Google puts French election result onto Google Earth (for some)

Francophone versions of Google Earth are showing detailed results of the first round of presidential elections in France, held last night, as a default layer — so reports French cartography blog Renalid, with plenty of screenshots.

This layer is not available in other language versions of Google Earth, though there is a special page on Google Earth’s Francophone site that provides the layer as a standalone file. (Except that for me, at least, the standalone file only contains a popup for Paris, and results are still pending.)

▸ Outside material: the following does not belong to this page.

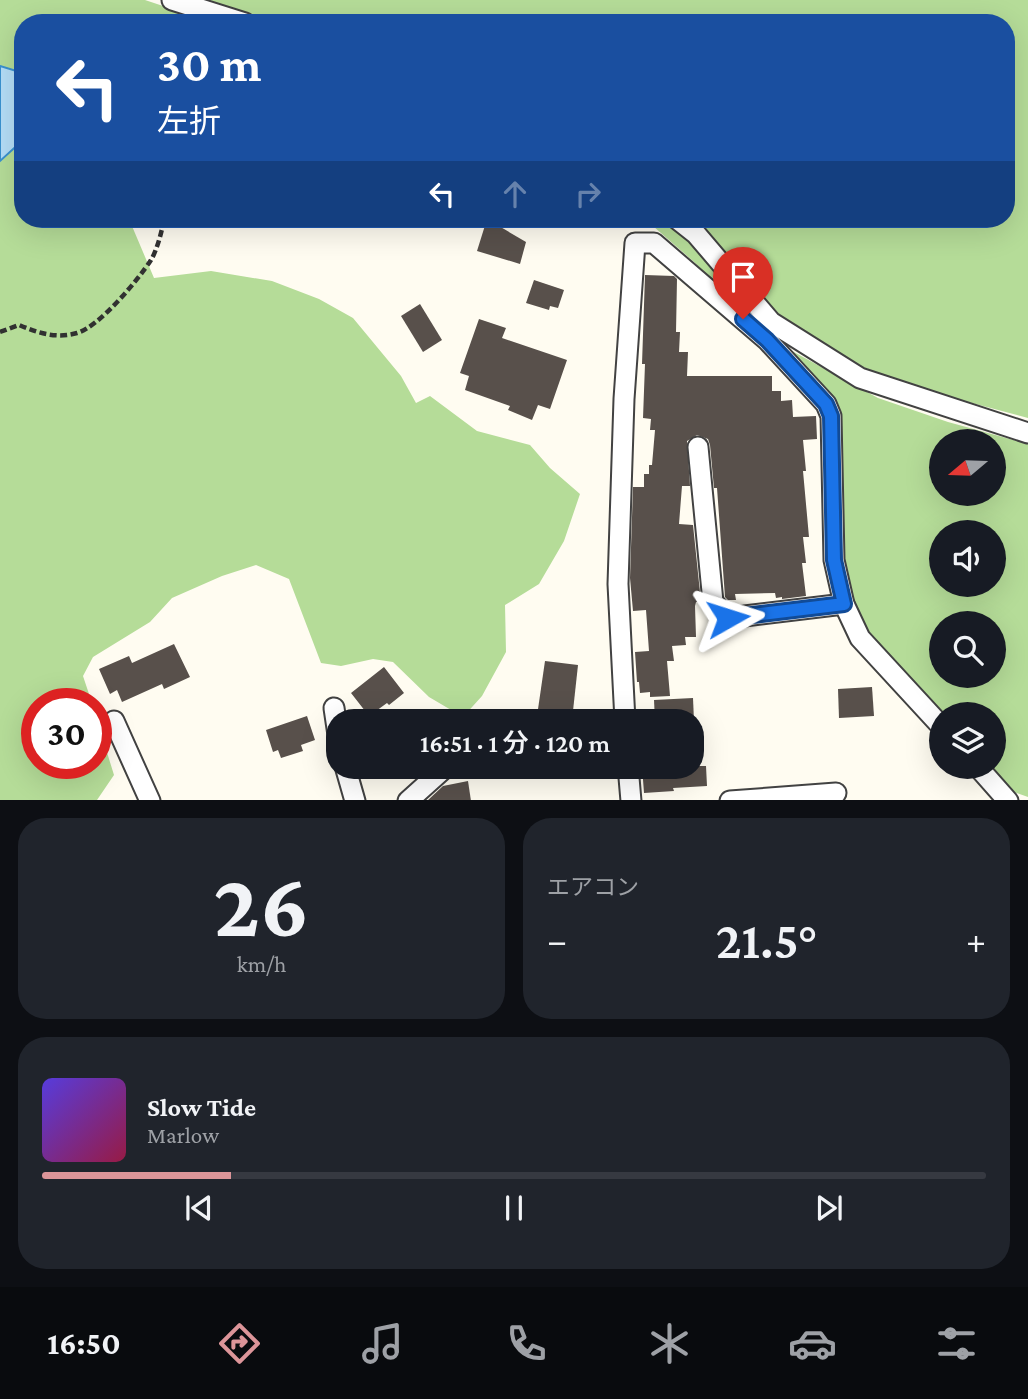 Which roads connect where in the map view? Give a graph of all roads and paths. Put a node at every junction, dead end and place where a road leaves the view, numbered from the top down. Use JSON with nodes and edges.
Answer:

And as a student of global politics, I really would love these results in my English language version of Google Earth by default (if not turned on, necessarily). In addition, language choice is a bad determinant of national affiliation. Lots of Belgians, Canadians and Africans speak French. Lots of Frenchmen have English versions of Google Earth. Trying to guess what news is interesting to people based on their choice of download language is as fraught with risk as trying to guess what measurement system people use from their IP address. Read Michael Jones’s comment — there is an obvious solution. Apologies for the lapse.

5 thoughts on “Google puts French election result onto Google Earth (for some)”

  1. I didn’t find the standalone file on the page you pointed to but i was able to see the layer when i switched my display language inside my google earth “english version” to french.

  2. I did that by using language choice menu in TOOLS==>OPTIONS===>GENERAL

  3. Alas, that is an option not available in the Mac version of Google Earth — which is my default client.

  4. But thanks for the reminder — Windows clients do indeed have an easy way of accessing the layer.

  5. Just change your layer selector from “core” (standard for your locale) to “all”, and the French election results will be there for you to enjoy.

    P.S. You may remember the comments about “should election coverage be on or off by default” and “this only concerns the one country” from our first effort in this area (USA congressional elections.) Maybe we were right that major political-process events in major countries are in fact major news worldwide. ;-)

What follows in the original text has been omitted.